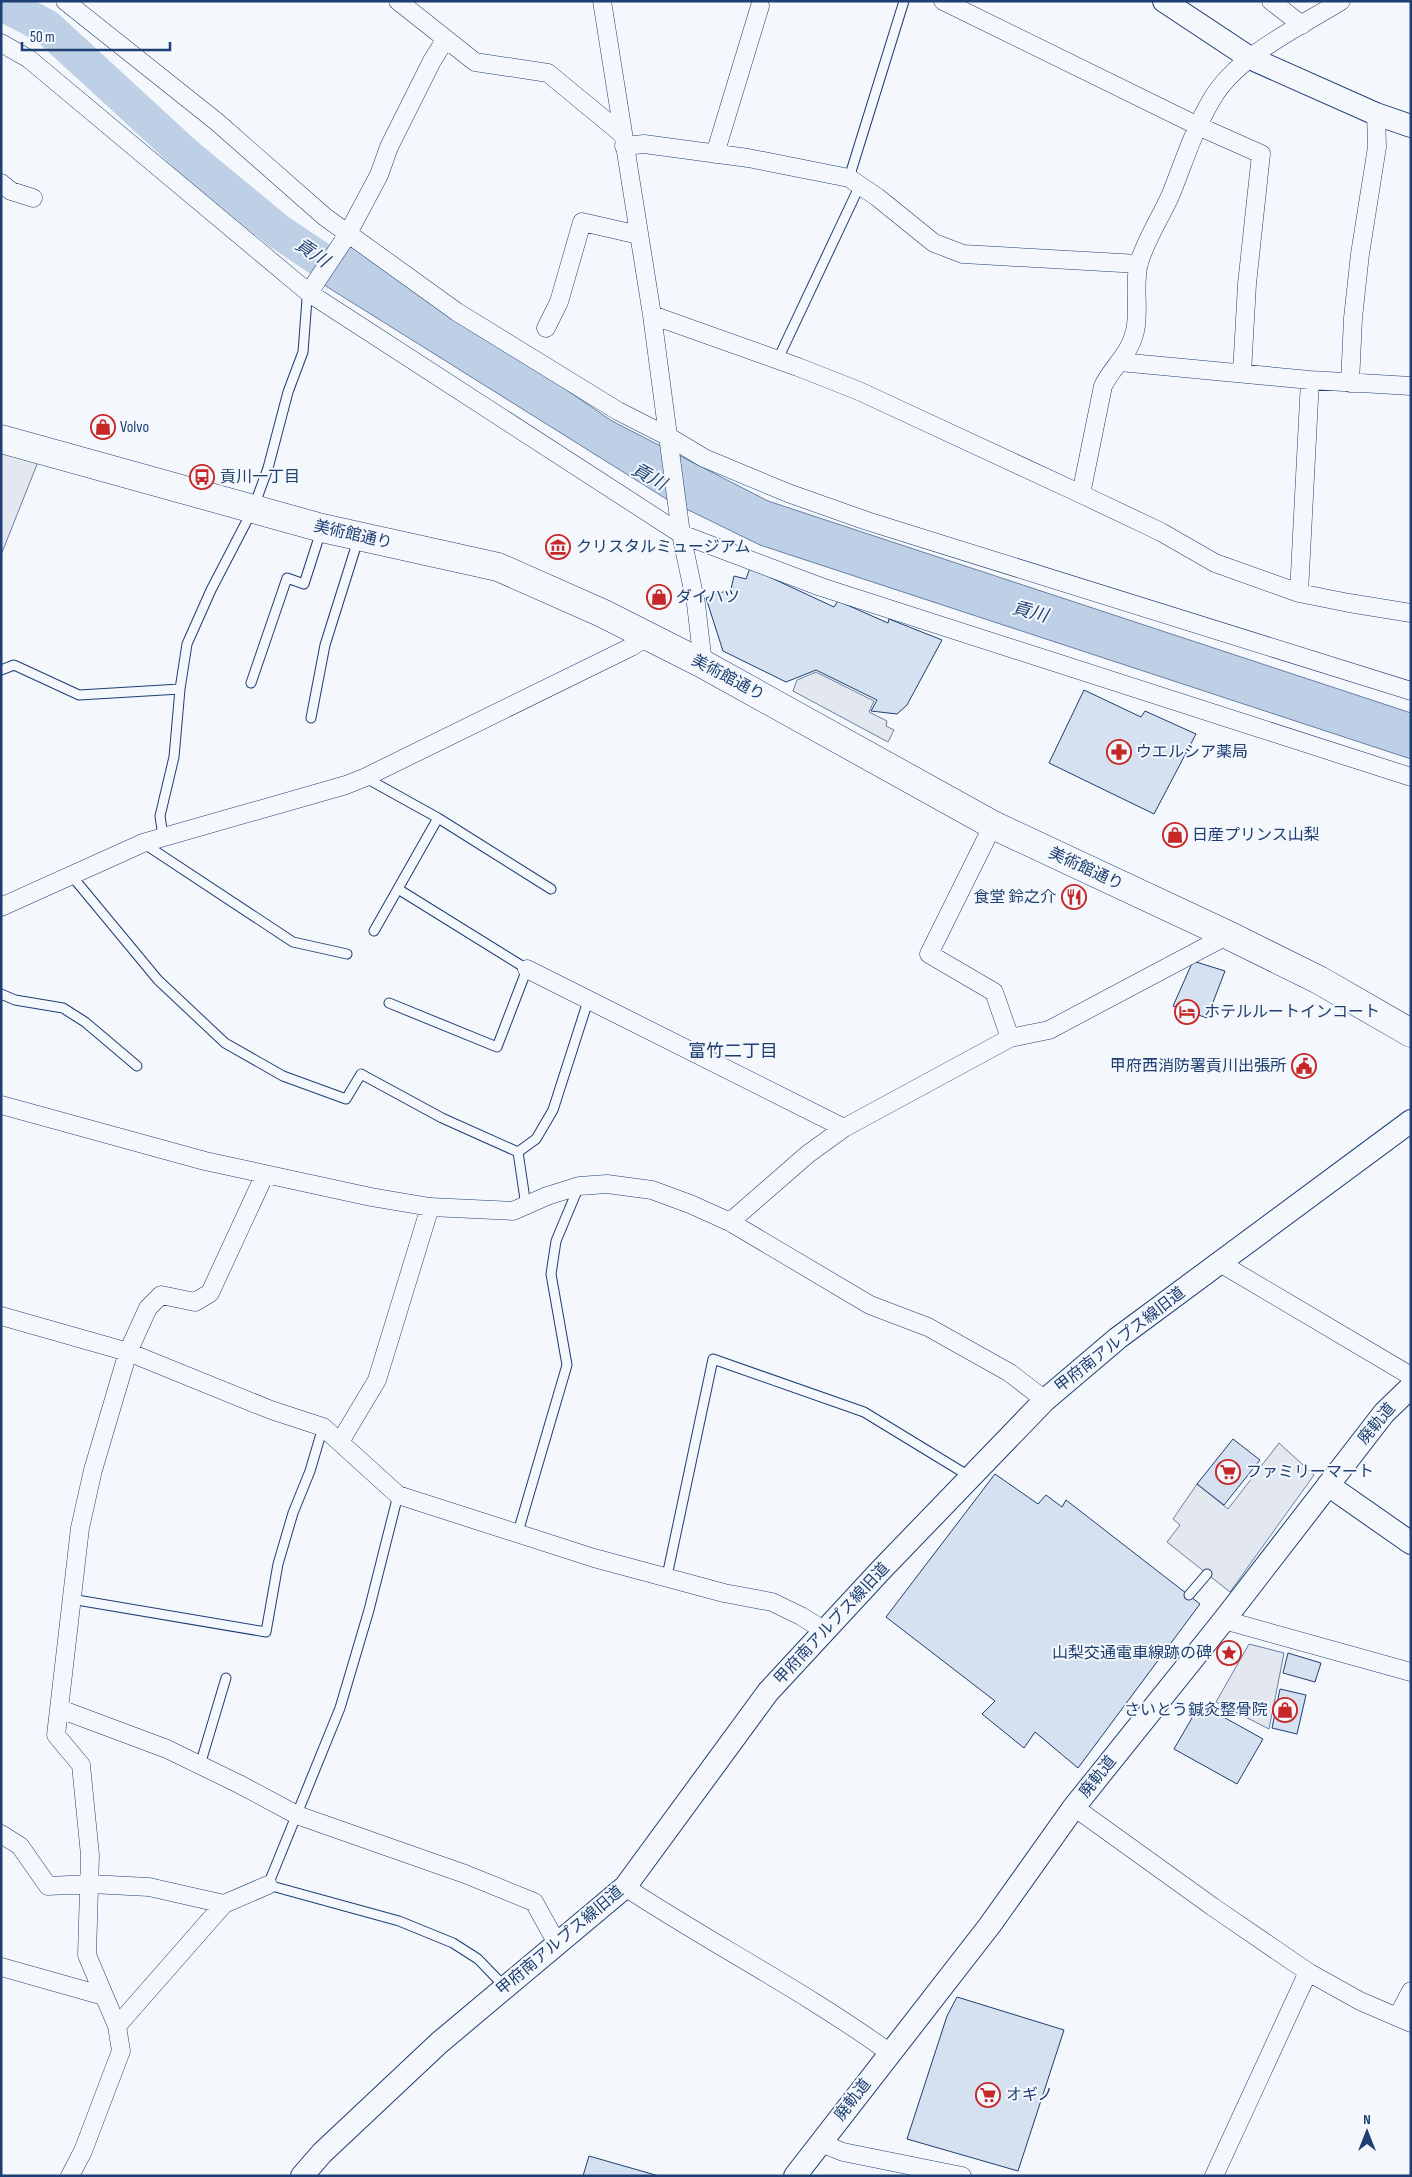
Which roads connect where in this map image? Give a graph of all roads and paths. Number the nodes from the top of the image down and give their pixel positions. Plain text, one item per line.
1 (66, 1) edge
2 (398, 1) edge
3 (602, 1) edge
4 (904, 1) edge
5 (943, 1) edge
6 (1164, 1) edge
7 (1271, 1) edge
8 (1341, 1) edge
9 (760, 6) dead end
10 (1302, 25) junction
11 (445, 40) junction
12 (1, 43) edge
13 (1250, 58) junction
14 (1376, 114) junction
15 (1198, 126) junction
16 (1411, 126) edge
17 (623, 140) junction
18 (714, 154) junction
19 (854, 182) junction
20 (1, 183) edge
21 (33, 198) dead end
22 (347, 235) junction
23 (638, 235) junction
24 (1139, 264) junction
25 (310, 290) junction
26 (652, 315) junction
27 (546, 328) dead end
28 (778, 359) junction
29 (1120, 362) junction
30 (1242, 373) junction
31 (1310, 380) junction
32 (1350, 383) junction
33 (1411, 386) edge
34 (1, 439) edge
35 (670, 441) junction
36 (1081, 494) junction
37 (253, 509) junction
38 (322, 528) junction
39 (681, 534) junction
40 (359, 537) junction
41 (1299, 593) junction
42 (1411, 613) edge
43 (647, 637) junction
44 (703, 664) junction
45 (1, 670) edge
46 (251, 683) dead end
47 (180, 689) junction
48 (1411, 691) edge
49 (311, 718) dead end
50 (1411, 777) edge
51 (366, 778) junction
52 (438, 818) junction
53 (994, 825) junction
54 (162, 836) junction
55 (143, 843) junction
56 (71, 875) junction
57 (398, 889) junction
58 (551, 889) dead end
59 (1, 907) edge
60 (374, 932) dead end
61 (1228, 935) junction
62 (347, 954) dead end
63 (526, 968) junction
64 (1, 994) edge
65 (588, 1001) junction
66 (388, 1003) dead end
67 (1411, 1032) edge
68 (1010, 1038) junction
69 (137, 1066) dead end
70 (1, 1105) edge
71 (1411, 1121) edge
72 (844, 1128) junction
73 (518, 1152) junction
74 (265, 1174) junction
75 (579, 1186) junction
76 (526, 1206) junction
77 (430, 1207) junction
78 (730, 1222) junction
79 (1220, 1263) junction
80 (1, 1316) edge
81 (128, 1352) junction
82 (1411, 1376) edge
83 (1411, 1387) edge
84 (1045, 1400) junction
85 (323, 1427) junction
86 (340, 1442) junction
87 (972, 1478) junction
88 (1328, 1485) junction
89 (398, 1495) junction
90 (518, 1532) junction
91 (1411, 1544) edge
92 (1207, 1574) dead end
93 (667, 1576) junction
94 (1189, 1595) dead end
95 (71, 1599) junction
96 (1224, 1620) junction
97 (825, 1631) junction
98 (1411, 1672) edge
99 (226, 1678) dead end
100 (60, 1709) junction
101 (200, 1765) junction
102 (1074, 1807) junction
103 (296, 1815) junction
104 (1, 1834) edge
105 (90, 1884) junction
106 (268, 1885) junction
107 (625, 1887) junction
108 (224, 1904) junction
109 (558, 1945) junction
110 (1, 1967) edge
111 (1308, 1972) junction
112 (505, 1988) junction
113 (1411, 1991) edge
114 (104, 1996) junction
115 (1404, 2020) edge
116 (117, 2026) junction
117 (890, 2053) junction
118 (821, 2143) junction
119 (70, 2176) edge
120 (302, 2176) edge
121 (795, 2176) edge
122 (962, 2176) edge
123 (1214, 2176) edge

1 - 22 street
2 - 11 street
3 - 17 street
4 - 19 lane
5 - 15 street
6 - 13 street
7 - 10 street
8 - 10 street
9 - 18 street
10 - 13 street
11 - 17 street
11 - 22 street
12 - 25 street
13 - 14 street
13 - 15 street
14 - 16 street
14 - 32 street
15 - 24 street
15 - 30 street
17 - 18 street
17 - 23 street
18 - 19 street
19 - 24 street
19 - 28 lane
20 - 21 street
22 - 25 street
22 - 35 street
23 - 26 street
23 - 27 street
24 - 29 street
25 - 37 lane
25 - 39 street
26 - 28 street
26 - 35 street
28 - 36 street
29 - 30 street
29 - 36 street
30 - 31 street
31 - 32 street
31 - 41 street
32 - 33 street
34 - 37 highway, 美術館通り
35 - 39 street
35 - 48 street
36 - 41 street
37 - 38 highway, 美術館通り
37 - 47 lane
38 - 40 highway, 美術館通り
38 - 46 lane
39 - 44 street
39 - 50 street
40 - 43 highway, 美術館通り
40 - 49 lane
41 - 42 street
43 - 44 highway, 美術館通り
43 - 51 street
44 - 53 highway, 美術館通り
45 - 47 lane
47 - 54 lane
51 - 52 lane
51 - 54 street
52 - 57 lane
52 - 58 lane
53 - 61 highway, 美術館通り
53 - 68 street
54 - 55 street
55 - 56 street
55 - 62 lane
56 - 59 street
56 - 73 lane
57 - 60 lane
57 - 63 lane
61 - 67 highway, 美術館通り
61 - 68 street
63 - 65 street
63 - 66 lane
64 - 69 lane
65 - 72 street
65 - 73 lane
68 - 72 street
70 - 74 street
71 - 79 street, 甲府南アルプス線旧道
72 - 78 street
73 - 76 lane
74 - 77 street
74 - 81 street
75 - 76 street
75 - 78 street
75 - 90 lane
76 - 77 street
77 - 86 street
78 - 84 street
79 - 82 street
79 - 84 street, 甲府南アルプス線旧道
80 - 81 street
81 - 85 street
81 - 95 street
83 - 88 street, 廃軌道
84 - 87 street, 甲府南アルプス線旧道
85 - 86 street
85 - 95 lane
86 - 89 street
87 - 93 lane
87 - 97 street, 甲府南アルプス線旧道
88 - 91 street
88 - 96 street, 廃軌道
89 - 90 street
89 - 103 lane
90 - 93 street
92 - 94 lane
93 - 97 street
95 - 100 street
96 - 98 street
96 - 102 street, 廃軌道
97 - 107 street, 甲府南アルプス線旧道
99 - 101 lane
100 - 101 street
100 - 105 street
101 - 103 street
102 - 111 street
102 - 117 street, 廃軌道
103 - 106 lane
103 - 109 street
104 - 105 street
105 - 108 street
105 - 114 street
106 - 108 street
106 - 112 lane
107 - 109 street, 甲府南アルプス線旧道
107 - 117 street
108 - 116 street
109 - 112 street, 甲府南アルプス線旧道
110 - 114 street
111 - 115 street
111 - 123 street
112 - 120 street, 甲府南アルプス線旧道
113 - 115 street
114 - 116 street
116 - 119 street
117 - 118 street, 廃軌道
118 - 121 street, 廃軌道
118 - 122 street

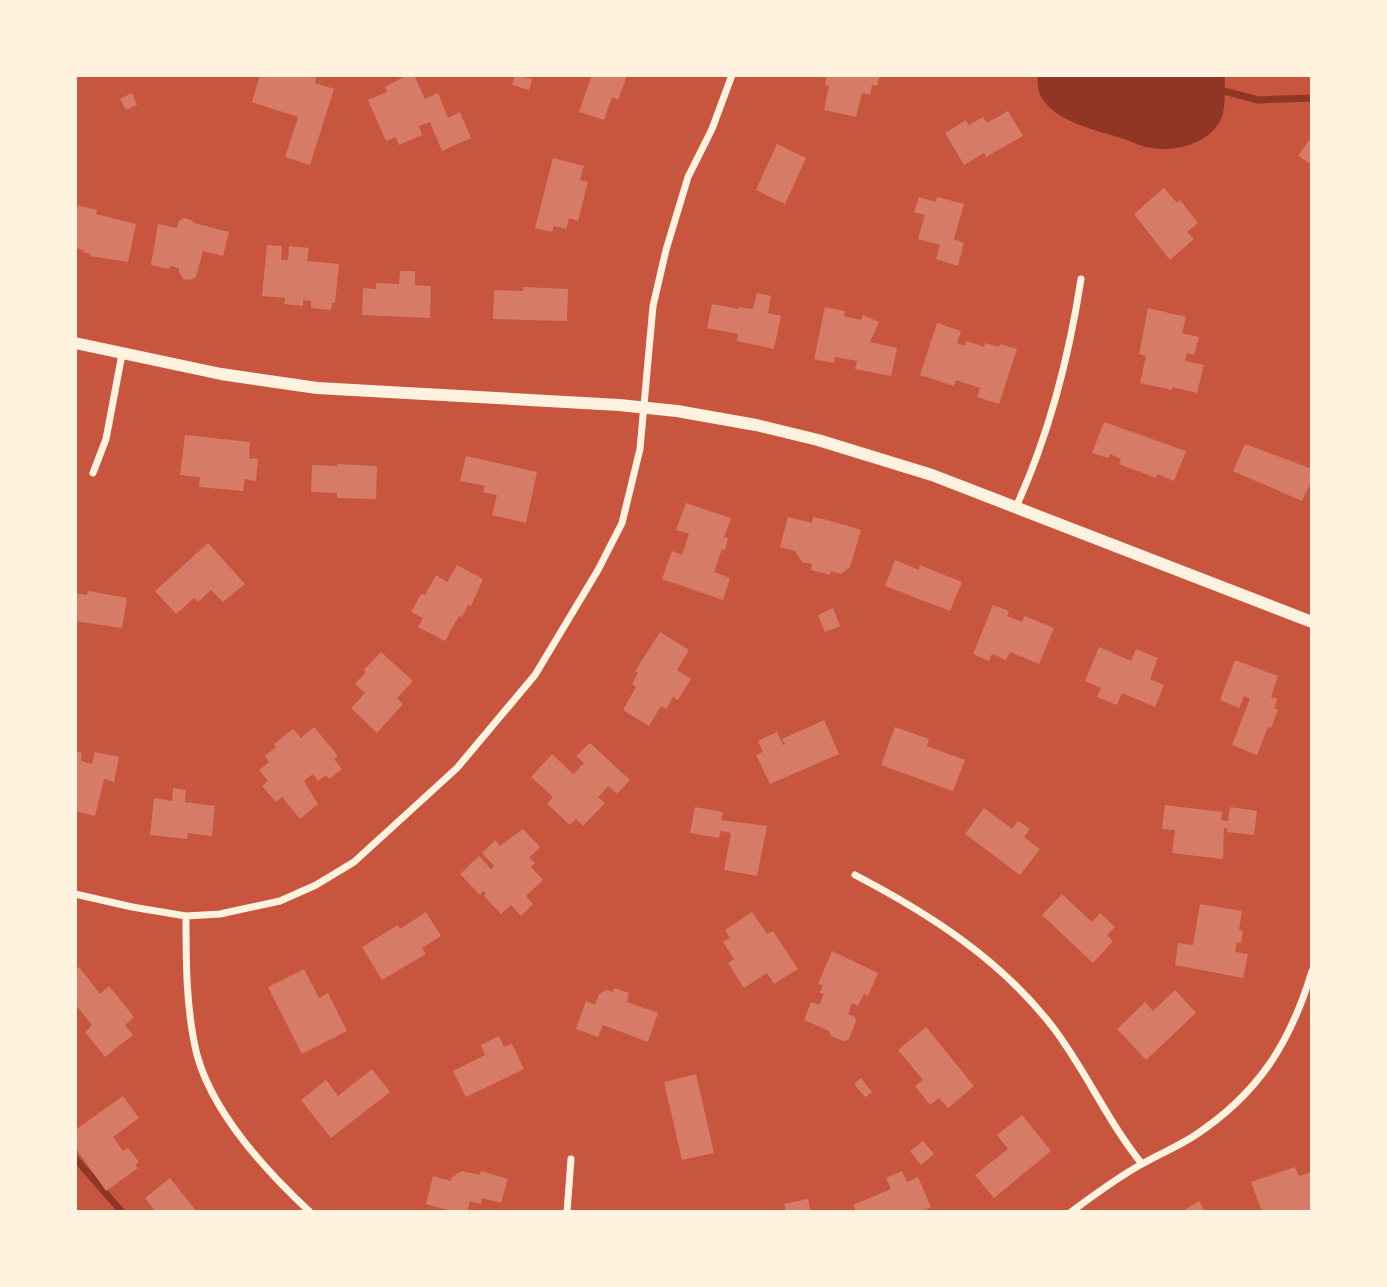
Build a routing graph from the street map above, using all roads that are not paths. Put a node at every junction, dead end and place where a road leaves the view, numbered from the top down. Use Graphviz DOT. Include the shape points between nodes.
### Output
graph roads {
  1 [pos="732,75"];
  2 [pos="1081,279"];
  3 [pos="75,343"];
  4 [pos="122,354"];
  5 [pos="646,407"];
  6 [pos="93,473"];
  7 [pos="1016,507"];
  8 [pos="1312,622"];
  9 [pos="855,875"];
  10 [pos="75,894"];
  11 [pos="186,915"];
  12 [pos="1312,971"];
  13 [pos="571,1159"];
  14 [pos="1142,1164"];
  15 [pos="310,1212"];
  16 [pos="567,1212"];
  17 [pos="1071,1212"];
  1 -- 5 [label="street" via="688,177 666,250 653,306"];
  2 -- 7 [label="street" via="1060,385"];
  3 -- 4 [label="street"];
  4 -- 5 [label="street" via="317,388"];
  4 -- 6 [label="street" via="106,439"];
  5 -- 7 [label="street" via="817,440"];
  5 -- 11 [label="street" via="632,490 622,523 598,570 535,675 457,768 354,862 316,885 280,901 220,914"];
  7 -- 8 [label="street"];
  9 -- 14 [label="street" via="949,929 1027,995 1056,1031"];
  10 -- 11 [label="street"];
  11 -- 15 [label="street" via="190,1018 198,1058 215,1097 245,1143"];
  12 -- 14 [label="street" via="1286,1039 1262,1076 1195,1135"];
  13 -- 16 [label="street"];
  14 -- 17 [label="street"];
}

——

* _Your assignment_
What lines in the material above hold the word "from"? Pull them out.

* _Task output_
Which roads connect where in this map image? Give a graph of all roads and paths. Number the nodes from the top of the image down and give their pixel positions. Plain text, one item per line.
Build a routing graph from the street map above, using all roads that are not paths. Put a node at every junction, dead end and place where a road leaves the view, numbered from the top down. Use Graphviz DOT. Include the shape points between nodes.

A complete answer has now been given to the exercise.